Adoptés par une majorité de producteurs de plantes fourragères au Québec en raison de leurs bénéfices, les mélanges multiespèces font ­l’objet de plusieurs travaux de recherche qui visent à mieux documenter ces avantages et éventuellement en arriver à des recommandations de ­combinaisons d’espèces.

Brigitte Lapierre

Chercheuse scientifique à Agriculture et Agroalimentaire Canada, Marie-Noëlle Thivierge participait en février dernier au Colloque sur les plantes fourragères présenté par le Centre de référence en agriculture et agroalimentaire du Québec (CRAAQ). En collaboration avec Brigitte Lapierre, agronome à DLF Canada, les deux spécialistes ont dressé l’état des lieux à travers leur présentation Mélanges fourragers : multiespèces, multifonctions, multi questions!

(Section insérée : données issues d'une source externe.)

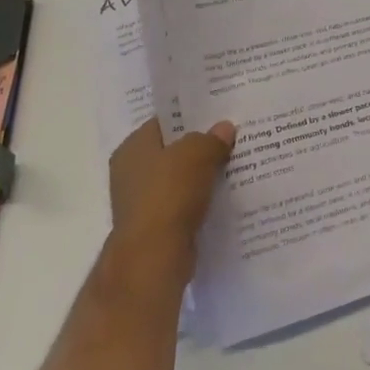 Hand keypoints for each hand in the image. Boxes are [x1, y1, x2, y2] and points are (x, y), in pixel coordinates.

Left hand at [106, 117, 235, 277]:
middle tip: (233, 136)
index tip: (219, 113)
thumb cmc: (169, 194)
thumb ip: (211, 138)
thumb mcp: (196, 153)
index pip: (164, 122)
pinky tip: (227, 194)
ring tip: (237, 163)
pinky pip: (185, 204)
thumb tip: (224, 129)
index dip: (191, 116)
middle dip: (201, 146)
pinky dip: (203, 200)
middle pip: (173, 151)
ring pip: (182, 179)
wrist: (154, 257)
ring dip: (204, 175)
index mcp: (132, 148)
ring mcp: (143, 202)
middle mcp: (132, 173)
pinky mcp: (157, 227) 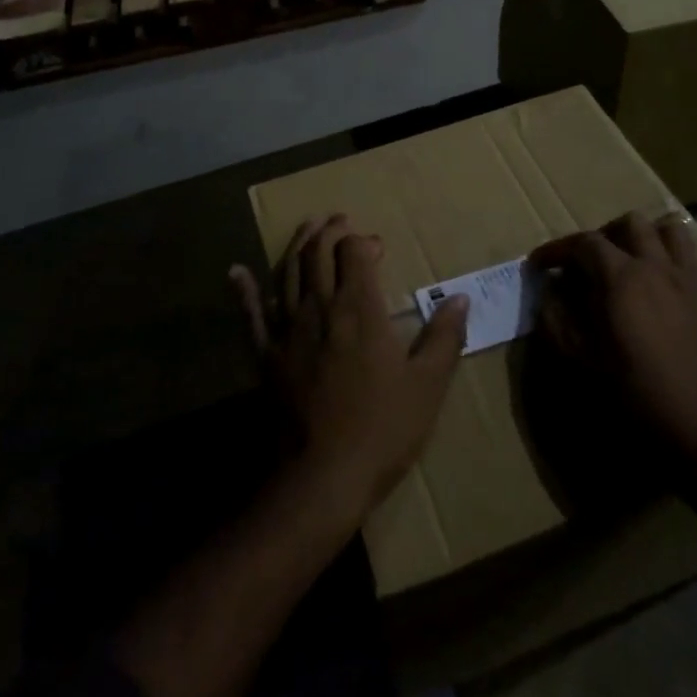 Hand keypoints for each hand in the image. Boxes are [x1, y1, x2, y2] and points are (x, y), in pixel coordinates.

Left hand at [231, 215, 468, 513]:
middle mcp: (320, 308)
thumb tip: (461, 297)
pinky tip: (235, 272)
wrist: (323, 476)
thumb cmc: (383, 429)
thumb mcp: (428, 385)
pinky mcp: (266, 356)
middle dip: (329, 232)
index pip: (354, 254)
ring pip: (286, 273)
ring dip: (297, 245)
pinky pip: (251, 315)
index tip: (375, 246)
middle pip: (318, 254)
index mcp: (360, 309)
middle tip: (339, 220)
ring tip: (307, 227)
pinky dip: (243, 291)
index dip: (362, 242)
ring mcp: (287, 330)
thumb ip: (445, 337)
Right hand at [530, 212, 696, 469]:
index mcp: (622, 279)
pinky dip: (668, 255)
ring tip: (625, 262)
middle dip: (601, 236)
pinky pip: (689, 256)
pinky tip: (655, 285)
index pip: (584, 243)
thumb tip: (549, 291)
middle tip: (584, 265)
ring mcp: (689, 280)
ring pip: (668, 229)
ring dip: (642, 237)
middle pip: (629, 224)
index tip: (538, 265)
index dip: (556, 249)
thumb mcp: (581, 360)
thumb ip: (557, 318)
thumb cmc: (634, 396)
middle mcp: (657, 267) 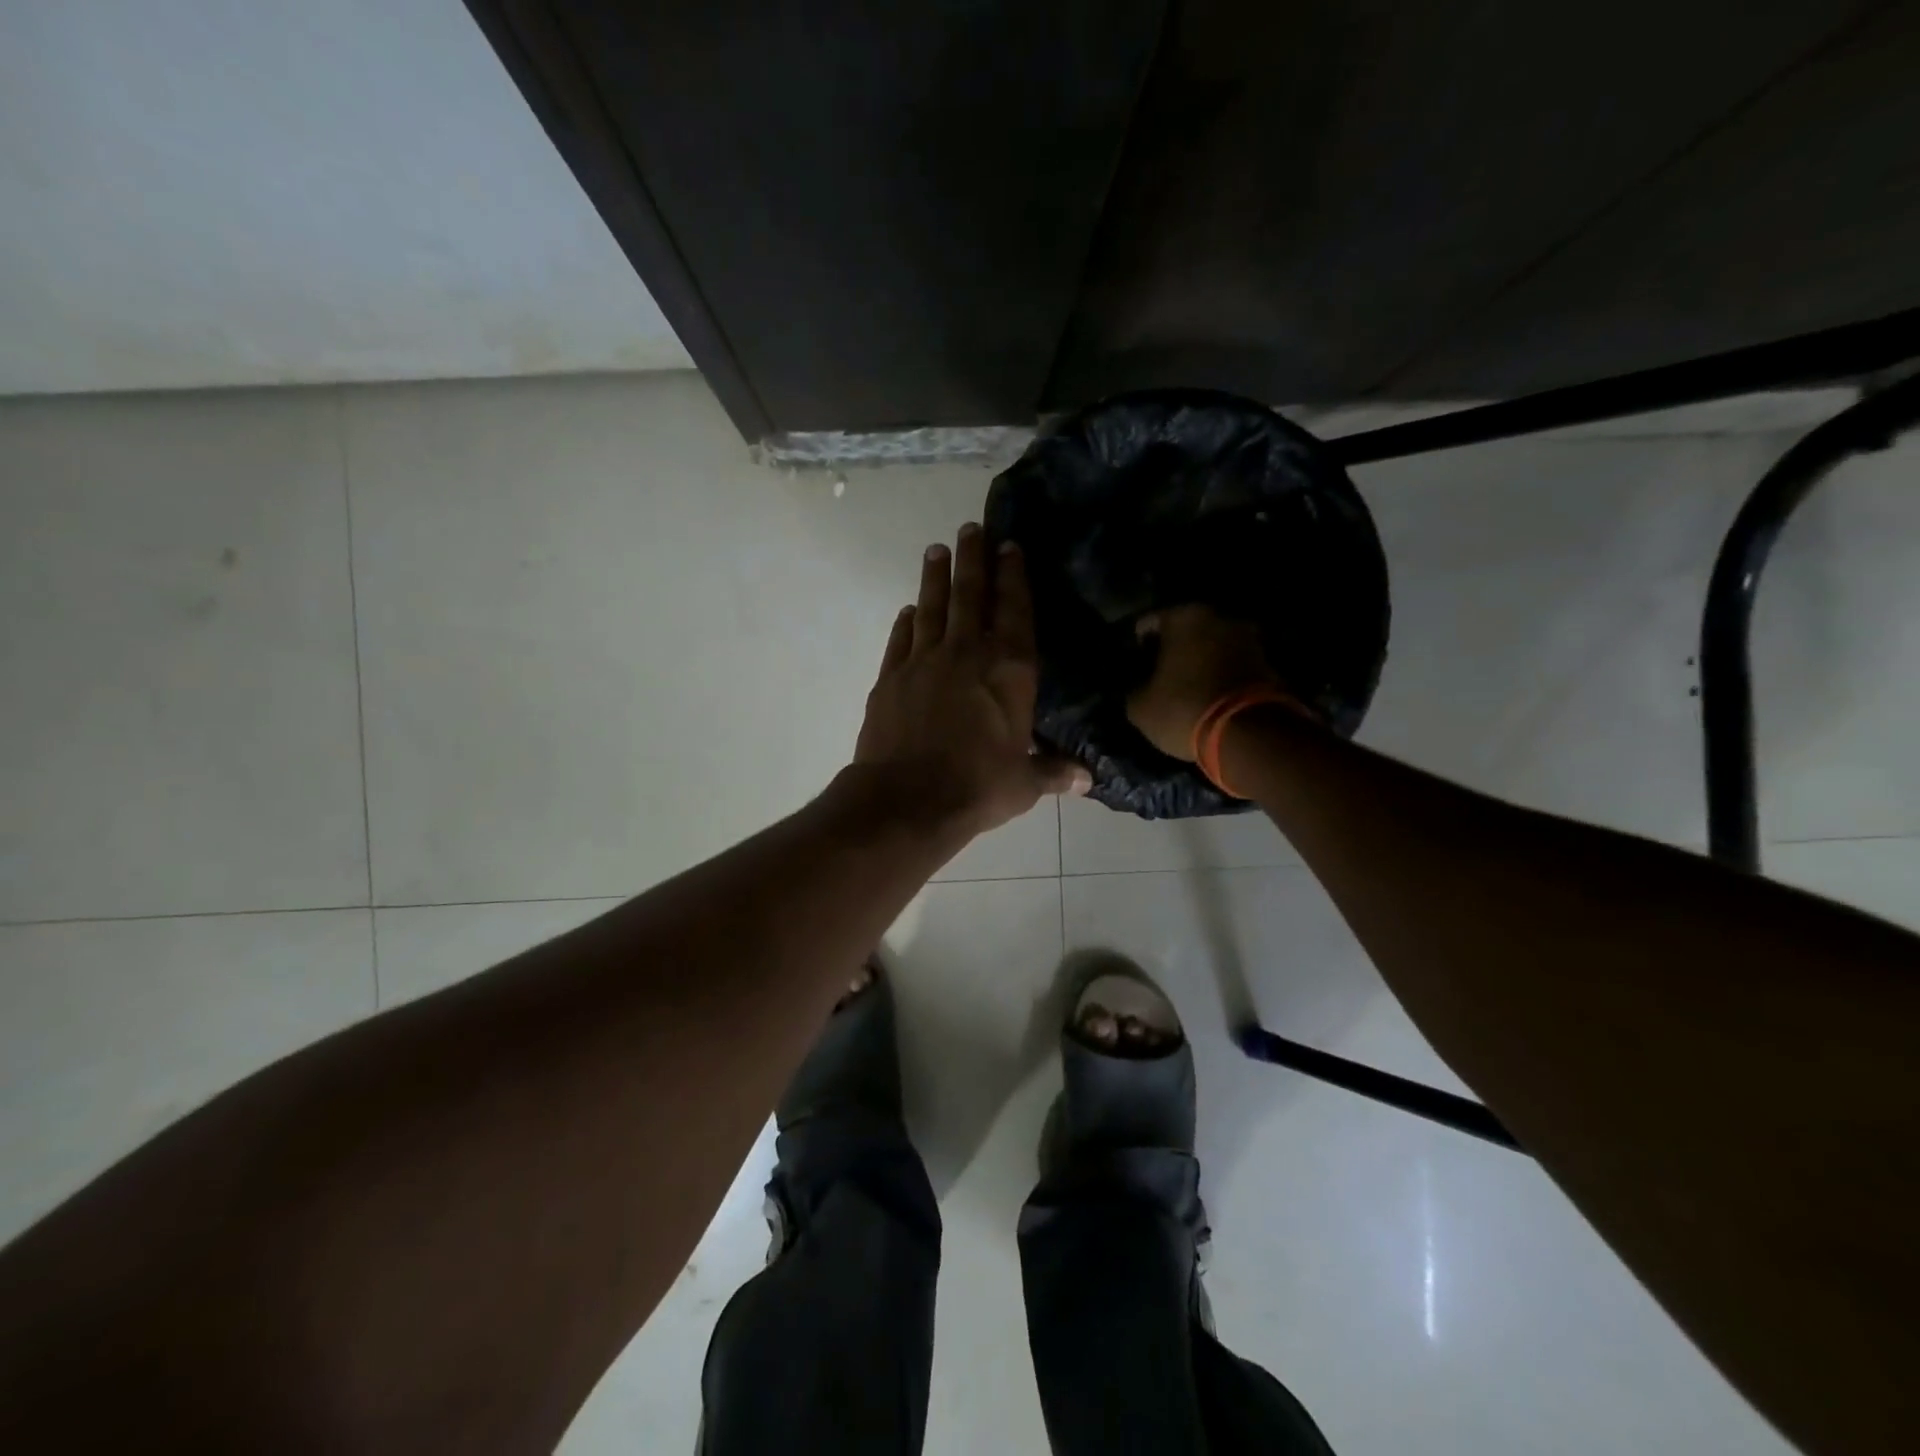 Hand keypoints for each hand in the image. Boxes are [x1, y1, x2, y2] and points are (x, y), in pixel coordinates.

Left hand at [855, 524, 1088, 838]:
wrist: (908, 799)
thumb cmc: (978, 787)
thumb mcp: (1024, 784)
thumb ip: (1054, 772)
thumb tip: (1088, 780)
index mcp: (1010, 670)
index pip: (1015, 611)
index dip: (1013, 576)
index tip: (1009, 546)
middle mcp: (968, 654)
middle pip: (971, 595)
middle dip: (973, 559)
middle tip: (970, 528)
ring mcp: (924, 661)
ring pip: (932, 608)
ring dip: (936, 578)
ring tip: (936, 550)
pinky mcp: (890, 677)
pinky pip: (900, 639)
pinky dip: (906, 623)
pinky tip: (908, 611)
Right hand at [1127, 604, 1285, 759]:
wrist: (1249, 734)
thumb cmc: (1184, 708)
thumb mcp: (1140, 706)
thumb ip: (1136, 687)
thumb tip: (1139, 686)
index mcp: (1183, 617)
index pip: (1148, 623)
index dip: (1137, 645)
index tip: (1134, 665)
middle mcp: (1219, 617)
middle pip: (1185, 631)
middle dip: (1173, 650)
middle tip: (1159, 675)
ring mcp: (1249, 639)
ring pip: (1212, 647)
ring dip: (1200, 662)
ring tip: (1186, 688)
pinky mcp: (1268, 664)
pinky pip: (1233, 665)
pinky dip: (1221, 676)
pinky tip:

Il est connu que les mélanges multiespèces apportent plusieurs bénéfices. Ils permettent de produire du rendement, d’offrir une bonne valeur nutritive, de réduire les pertes de nitrate par lessivage, d’apporter du carbone au sol, de contrôler les mauvaises herbes. Mais avec ces fonctions vient aussi une certaine complexité pour le producteur agricole qui doit choisir les espèces, calculer les doses de semis pour chacune d’elles, voir aux conditions d’implantation, à la régie qu’il devra appliquer au champ.

Marie-Noëlle Thivierge, chercheuse scientifique à Agriculture et Agroalimentaire Canada

De trois à six espèces

Un mélange allant de trois à six espèces, avec minimalement une légumineuse qui fixe l’azote et une graminée qui l’utilise, est la règle générale à privilégier. « Au-delà de ça, on ne va pas aller chercher une plus-value en termes de production agronomique », soutient la chercheuse, qui prévoit une exception pour un producteur qui voudrait par exemple établir une bande de prairie pour favoriser la biodiversité ou restaurer un champ dégradé.

Le nombre de graminées (1, 2 ou 3) affecte peu la valeur nutritive du mélange pourvu qu’elles soient récoltées à leur stade optimal. À l’inverse, l’ajout d’une deuxième légumineuse à la luzerne améliore en général la valeur nutritive du mélange. Par exemple, l’ajout de trèfle blanc améliorera la digestibilité des matières sèches ou l’addition de trèfle rouge et de lotier améliorera le ratio ­énergie-protéines.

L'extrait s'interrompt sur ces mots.